- _BRIEF_:
Count the lines below that hold "hand". Give the number without comment.

■ ■ ■ ■ ■

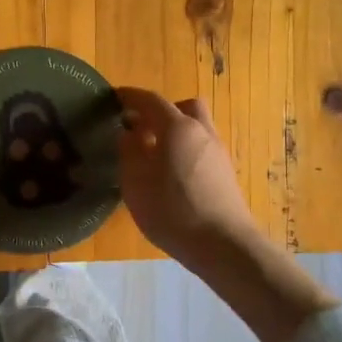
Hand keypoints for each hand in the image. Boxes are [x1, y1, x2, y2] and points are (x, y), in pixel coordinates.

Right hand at [115, 89, 258, 268]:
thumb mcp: (135, 182)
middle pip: (184, 107)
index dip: (131, 97)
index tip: (114, 98)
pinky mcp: (226, 174)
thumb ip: (128, 152)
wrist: (223, 245)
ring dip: (176, 132)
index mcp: (178, 127)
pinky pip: (202, 149)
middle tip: (142, 127)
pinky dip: (186, 151)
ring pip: (196, 128)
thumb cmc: (172, 210)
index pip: (151, 100)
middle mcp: (202, 132)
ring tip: (155, 154)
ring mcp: (218, 153)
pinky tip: (173, 175)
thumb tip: (128, 133)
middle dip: (162, 111)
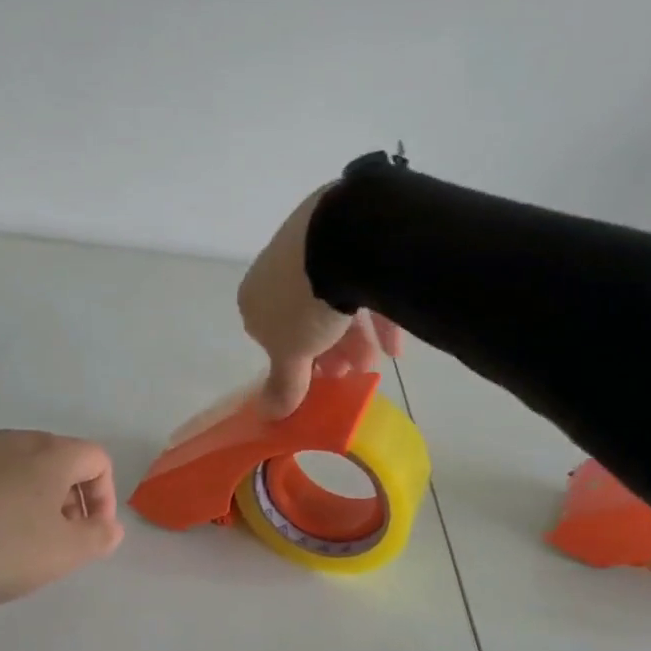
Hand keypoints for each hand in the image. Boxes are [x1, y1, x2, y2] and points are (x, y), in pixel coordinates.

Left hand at [0, 431, 122, 605]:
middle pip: (58, 460)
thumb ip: (99, 537)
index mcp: (51, 454)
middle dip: (67, 496)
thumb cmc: (3, 548)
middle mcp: (15, 440)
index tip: (91, 532)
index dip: (104, 496)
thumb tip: (110, 526)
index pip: (97, 460)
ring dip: (30, 495)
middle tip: (57, 536)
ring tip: (15, 536)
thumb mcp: (64, 553)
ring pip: (18, 466)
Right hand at [237, 186, 400, 417]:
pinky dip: (377, 315)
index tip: (320, 382)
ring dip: (354, 338)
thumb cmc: (306, 303)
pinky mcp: (348, 234)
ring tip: (375, 363)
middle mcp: (278, 271)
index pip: (271, 336)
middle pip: (304, 319)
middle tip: (351, 374)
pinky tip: (395, 342)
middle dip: (329, 352)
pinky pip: (362, 281)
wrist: (342, 237)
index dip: (297, 364)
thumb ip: (283, 385)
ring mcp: (312, 248)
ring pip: (334, 301)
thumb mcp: (292, 354)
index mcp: (255, 297)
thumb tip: (267, 416)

■ ■ ■ ■ ■

- _RESPONSE BOX_:
5